Yield-proximal components—open bolls per plant and bolls per plant—consistently delivered the largest expected gains (F₄: 45.49% and 37.22%; F₁: 33.88% and 28.95%), providing a robust early-selection core for yield improvement. Among quality traits, lint percentage (F₁ h² = 0.98; F₄ h² = 0.97) and staple length (F1 h² = 0.90; F4 h² = 0.91) remained under stable genetic control against low ECV, allowing them to function as early filter criteria that safeguard a minimum quality threshold during yield-oriented selection. Correlation analysis further supported indirect selection: open bolls per plant correlated strongly and positively with lint percentage, plant height, and bolls per plant, simplifying simultaneous improvement of yield and fiber traits. At the same time, in F₁ the number of fruiting branches showed negative associations with certain yield/quality components (e.g., boll mass and lint percentage), highlighting the need to regulate plant architecture rather than increase branching indiscriminately.

Overall, the evidence suggests a staged strategy: leverage high-heritability, high-GG% traits (especially open bolls and total bolls per plant) for early-generation advancement, apply quality filters via lint percentage and staple length, and defer decisions on environment-sensitive traits such as boll mass to multi-environment, later-generation trials. This integrated approach aligns with quantitative-genetic expectations and maximizes the likelihood of achieving concurrent gains in yield and fiber quality under variable production environments.

5. Conclusions

This study revealed differential expression of agronomic traits (phenotypic divergence) across combinations. Specifically, in F₁ complex hybrids lint percentage reached up to 39%, 1000-seed weight up to 133.6 g, main-stem height 100–115 cm, and number of fruiting branches 14–16. In F₄ simple hybrids, lint percentage ranged 22–38%, 1000-seed weight 78–122 g, main-stem height 70–120 cm, and fruiting branches 13–19. These contrasts confirm that hybrid genetic components and their heritable potential play a decisive role in shaping phenotypic differences.

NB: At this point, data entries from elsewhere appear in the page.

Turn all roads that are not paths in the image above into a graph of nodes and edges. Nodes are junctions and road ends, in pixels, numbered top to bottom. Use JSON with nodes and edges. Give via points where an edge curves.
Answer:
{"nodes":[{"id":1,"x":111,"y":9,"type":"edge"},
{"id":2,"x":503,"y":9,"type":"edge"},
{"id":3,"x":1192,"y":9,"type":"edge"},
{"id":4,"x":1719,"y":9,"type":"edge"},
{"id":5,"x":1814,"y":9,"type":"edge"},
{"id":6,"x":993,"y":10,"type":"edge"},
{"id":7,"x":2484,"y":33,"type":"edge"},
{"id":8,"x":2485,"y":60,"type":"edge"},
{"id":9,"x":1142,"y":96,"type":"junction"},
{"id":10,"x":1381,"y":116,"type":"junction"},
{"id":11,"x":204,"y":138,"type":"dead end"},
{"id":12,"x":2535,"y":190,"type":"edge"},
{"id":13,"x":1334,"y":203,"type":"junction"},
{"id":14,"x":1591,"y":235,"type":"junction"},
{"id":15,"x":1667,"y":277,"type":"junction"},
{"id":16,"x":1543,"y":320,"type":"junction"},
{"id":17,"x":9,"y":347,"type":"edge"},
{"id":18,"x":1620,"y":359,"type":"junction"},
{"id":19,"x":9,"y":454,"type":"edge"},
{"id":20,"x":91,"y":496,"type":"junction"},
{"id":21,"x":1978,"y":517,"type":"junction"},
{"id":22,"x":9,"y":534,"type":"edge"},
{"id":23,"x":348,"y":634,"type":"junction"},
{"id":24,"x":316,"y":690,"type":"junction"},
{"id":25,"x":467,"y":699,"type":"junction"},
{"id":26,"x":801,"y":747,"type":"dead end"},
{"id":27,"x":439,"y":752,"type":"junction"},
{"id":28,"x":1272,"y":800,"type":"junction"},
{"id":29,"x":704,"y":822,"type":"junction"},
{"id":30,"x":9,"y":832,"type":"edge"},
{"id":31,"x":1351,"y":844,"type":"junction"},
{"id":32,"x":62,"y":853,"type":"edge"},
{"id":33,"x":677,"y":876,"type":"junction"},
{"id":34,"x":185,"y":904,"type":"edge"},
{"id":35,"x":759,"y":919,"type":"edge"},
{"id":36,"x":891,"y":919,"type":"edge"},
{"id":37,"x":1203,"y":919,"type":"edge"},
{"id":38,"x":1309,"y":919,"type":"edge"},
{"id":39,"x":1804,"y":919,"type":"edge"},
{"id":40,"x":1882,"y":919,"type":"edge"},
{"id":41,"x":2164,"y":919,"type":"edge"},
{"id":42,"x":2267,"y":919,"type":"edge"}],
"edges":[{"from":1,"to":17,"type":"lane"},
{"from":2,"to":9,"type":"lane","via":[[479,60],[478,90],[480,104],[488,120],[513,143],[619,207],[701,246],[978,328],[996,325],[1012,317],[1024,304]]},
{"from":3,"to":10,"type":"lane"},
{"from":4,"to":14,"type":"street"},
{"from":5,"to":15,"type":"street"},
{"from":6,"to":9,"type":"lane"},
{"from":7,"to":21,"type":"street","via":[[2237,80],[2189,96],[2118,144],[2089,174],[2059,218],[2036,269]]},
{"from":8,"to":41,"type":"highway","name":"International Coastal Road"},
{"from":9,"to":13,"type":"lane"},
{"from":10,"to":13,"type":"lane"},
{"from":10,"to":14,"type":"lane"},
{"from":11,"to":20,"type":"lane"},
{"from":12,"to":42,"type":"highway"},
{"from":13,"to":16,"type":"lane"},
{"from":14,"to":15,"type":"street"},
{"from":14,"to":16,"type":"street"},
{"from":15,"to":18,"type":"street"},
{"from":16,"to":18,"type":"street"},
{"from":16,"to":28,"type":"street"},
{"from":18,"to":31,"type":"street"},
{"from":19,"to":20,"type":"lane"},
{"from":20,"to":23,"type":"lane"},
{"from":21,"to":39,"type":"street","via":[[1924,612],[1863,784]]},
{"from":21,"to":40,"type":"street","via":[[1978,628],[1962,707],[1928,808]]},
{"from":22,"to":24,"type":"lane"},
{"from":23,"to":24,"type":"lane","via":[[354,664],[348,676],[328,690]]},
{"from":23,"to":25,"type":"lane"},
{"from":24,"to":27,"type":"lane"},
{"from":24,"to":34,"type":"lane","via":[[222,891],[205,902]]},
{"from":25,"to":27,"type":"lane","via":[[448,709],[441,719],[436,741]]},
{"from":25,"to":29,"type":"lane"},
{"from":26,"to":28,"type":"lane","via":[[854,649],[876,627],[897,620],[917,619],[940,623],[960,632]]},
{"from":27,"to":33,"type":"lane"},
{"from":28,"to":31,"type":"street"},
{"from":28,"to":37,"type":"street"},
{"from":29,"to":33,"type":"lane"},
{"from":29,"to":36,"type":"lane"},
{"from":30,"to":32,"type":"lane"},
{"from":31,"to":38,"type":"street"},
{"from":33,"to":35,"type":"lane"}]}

Overall, the results indicate that complex (F₁) hybrids possess genetic advantages over simple (F₄) hybrids for several key traits, supporting their preferential use in breeding programs. Leveraging these genetic gains—while validating environment-sensitive traits in multi-environment trials—should enhance breeding efficiency and deliver genotypes with improved yield and fiber quality.